Post
by E.P. Grondine » Sat Feb 07, 2015 3:47 pm
Up in Chicago, there are two text collections.
One is the Oriental Institute's collection of Ancient Near Eastern texts,
one of the worlds's finest, if not the finest.
The other is Ayre's collection of Native American texts at the Newberry Library.
Just for fun, let us compare Ancient Near Eastern archaeologists, referred to in the following as "ANE", with all too many US North American archaeologists, referred to in the following as "PF".
(NB - Canadian archaeologists as a whole are specifically excluded in the following comparison. So are some folks from New Mexico, Arizona, UT Austin, and many others.)
ANE
Working ability with nuanced English, German, French.
PF
Problems understanding plain English.
ANE
Depending on excavation reports and other factors, some abilities with Italian and Spanish.
PF
Problems understanding plain English.
ANE
Working abilities with several ANE languages in transliteration, but usually have to rely on specialists for original cuneiform.
PF -
No abilities with any Native American languages,
or their cultures.
ANE -
Manage sites with the "visitor experience" always given very high priority.
PF -
Only care about their "rights" to excavate any particular site.
ANE -
Know how to dig, and where.
PF -
May know how to dig, but have no idea where.

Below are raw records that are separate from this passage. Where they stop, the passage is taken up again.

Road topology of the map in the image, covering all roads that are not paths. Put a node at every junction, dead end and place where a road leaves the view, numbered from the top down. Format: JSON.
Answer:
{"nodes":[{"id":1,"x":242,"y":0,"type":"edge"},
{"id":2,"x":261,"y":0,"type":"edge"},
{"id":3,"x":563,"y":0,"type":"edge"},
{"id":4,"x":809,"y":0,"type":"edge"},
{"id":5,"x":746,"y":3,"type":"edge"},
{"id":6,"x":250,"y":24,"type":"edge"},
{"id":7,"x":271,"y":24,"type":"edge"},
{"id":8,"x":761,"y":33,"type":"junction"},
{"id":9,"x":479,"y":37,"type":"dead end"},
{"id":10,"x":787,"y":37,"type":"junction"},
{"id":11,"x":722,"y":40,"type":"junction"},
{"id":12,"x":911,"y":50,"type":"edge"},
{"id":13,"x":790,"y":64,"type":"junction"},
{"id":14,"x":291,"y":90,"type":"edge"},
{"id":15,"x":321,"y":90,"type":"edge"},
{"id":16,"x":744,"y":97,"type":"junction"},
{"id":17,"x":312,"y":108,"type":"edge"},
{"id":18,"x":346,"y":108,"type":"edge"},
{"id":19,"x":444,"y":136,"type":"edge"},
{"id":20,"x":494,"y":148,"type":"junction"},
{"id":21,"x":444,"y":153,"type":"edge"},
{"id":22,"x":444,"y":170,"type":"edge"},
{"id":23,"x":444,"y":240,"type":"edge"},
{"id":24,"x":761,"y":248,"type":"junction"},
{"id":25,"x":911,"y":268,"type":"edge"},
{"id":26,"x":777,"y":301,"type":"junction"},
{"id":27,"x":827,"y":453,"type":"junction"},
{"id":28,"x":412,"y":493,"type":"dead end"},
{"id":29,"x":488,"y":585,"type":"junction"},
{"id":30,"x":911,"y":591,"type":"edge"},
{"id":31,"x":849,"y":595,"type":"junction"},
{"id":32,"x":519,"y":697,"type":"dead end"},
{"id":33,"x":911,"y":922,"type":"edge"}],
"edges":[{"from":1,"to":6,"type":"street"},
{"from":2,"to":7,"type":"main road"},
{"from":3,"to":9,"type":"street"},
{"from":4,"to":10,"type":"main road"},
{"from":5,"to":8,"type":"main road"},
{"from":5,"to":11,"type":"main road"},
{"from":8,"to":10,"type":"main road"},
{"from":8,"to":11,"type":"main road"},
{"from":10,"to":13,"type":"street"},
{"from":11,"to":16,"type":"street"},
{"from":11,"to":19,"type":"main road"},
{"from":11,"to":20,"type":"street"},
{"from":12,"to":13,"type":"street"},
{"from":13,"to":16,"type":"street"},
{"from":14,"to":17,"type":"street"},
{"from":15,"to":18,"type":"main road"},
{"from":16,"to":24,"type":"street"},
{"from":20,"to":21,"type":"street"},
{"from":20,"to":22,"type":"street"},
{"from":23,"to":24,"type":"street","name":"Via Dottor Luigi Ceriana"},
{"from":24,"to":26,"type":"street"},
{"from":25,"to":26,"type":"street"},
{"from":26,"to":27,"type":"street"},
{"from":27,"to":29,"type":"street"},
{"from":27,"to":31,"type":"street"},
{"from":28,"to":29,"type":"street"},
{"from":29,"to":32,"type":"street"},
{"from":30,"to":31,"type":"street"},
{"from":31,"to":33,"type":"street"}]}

All sites equally important.
ANE -
Excavation priorities and strategies well thought out.
PF -
Wherever the highway or shopping center is going to go in. Maybe.
ANE -
Familiar with all cultural phases of sites.
Likely familiar with classical Greek, Latin, some arabic, farsi, modern egyptian
and all texts relevant to the area they are working.
PF -
No ability to work with colonial French, Spanish, or Old Dutch documents.
Difficulties working with colonial English documents.
ANE -
Ability to work with local informants, in their native language.
PF -
No ability to work with local informants, even in plain English.
ANE -
Familiar with geology and ancient landscape.
PF -
Oblivious of both.
ANE
Toponym and topographic abilities -
Highly skilled, very well developed
PF -
Can't find their butts using both hands.
ANE -
Familiar with destroyed sites.
PF -
Pretend destroyed sites did not exist,
make no effort to recover any descriptions of them.
ANE -
Share their knowledge, freely admit what they don't know.
PF -
Share their confusion freely, pretend to knowledge they do not have.
Right now, I can't get to either text collection - since my stroke my abilities are very limited.
For that matter, I can't get out my front door in this f*****g snow and ice. My knees are sore from crawling on it.
I was a space reporter, and this is about as unbiased a comparison as I can make, based on my personal experience of all too many PF's.
All in all, I'd rather be troweling through non stratified tsunami deposits on Crete than dealing with PFs.
My apologies to all of the good US archaeologists I have met over the years, but then I also know they are as fed up with these PFs as I am.
I don't tolerate fools to well or gladly, and since my stroke I often make far too many embarrassing mistakes.
I am available for hire for masters or doctoral orals - I bet I could reduce many candidates to tears.